You are given an array of binary strings strs and two integers m and n.

Return the size of the largest subset of strs such that there are at most m 0's and n 1's in the subset.

A set x is a subset of a set y if all elements of x are also elements of y.

Example 1:

Input: strs = ["10","0001","111001","1","0"], m = 5, n = 3
Output: 4
Explanation: The largest subset with at most 5 0's and 3 1's is {"10", "0001", "1", "0"}, so the answer is 4.
Other valid but smaller subsets include {"0001", "1"} and {"10", "1", "0"}.
{"111001"} is an invalid subset because it contains 4 1's, greater than the maximum of 3.

Example 2:

Input: strs = ["10","0","1"], m = 1, n = 1
Output: 2
Explanation: The largest subset is {"0", "1"}, so the answer is 2.

Constraints:

• 1 <= strs.length <= 600

• 1 <= strs[i].length <= 100

• strs[i] consists only of digits '0' and '1'.

• 1 <= m, n <= 100

这题一看，就觉得像322 coin change。
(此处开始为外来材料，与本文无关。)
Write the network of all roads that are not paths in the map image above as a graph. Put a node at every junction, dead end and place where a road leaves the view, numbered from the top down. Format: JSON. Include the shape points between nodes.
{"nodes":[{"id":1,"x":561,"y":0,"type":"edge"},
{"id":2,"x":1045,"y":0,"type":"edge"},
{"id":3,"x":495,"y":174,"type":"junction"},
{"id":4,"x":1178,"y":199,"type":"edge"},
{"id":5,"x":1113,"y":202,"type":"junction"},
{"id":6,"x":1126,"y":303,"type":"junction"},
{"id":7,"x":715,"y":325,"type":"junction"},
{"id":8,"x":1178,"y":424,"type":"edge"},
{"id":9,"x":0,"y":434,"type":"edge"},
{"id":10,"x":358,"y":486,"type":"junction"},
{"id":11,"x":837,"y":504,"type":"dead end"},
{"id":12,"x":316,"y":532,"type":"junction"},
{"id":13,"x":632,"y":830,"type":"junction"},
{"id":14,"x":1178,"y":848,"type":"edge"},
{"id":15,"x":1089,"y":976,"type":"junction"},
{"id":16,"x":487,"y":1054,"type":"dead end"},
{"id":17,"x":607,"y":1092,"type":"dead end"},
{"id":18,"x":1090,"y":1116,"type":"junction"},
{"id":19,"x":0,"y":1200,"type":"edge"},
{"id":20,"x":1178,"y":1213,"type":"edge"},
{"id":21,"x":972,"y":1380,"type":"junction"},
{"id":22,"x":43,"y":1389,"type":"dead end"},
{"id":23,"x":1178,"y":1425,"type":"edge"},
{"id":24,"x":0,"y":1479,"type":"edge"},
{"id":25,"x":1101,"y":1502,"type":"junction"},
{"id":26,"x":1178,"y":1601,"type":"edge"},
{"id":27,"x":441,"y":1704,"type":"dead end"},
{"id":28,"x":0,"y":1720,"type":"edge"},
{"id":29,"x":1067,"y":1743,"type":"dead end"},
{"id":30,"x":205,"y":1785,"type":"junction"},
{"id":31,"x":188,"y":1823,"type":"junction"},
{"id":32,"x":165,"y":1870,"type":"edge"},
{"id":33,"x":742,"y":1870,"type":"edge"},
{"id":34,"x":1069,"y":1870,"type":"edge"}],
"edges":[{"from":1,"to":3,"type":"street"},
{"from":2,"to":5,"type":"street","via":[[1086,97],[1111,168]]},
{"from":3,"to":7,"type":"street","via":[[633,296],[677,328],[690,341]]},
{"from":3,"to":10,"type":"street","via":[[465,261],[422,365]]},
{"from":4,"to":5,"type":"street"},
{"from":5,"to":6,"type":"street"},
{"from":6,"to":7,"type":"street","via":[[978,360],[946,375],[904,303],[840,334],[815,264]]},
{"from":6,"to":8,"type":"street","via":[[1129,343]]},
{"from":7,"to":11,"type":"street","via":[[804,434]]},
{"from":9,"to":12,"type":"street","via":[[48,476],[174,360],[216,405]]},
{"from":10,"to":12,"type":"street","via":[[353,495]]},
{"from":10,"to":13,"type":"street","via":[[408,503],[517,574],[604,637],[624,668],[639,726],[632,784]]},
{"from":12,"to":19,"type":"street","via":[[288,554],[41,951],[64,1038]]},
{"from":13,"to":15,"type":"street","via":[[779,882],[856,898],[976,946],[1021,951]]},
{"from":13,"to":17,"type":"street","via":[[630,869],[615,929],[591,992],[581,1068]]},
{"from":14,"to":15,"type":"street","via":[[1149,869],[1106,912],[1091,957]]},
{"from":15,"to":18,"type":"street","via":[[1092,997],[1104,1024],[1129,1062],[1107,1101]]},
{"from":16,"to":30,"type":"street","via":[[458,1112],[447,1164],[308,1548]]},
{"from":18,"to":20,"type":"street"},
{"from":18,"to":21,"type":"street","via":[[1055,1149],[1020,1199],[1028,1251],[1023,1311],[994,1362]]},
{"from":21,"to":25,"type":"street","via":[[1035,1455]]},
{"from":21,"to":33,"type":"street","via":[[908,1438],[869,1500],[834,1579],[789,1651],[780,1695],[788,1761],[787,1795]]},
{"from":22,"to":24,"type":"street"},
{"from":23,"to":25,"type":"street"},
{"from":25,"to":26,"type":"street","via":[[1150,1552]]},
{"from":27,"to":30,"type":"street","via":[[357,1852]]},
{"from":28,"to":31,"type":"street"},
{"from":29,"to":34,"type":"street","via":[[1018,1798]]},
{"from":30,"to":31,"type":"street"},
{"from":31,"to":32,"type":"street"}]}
觉得是dp，可是太久没看背包，一时想不起来怎么memo。其实这个是背包1，取和不取求max。跟L92 Backpack比较相似，只是这是二维的而已。T:O(l * m * n), filling out a 3d matrix, S:O(l * m * n) the memo 3d matrix

public int findMaxForm(String[] strs, int m, int n) {
    if (strs == null || strs.length == 0) {
        return 0;
    }

    int[][] zerosAndOnes = zerosAndOnes(strs);
    int[][][] memo = new int[strs.length][m + 1][n + 1];
    return recurHelper(memo, zerosAndOnes, m, n, 0);
}

private int recurHelper(int[][][] memo, int[][] zerosAndOnes, int zeros, int ones, int start) {
    if (start >= zerosAndOnes.length) {
        return 0;
    }

    if (memo[start][zeros][ones] != 0) {
        return memo[start][zeros][ones];
    }

    int taken = -1;
    if (zeros - zerosAndOnes[start][0] >= 0 && ones - zerosAndOnes[start][1] >= 0) {
        taken = recurHelper(memo, zerosAndOnes, zeros - zerosAndOnes[start][0], ones - zerosAndOnes[start][1], start + 1) + 1;
    }
    int notTaken = recurHelper(memo, zerosAndOnes, zeros, ones, start + 1);

    memo[start][zeros][ones] = Math.max(taken, notTaken);
    return memo[start][zeros][ones];
}

private int[][] zerosAndOnes(String[] strs) {
    int[][] result = new int[strs.length][];
    for (int i = 0; i < strs.length; i++) {
        int[] zeroAndOne = new int[2];
        for (char c : strs[i].toCharArray()) {
            zeroAndOne[c - '0']++;
        }
        result[i] = zeroAndOne;
    }
    return result;
}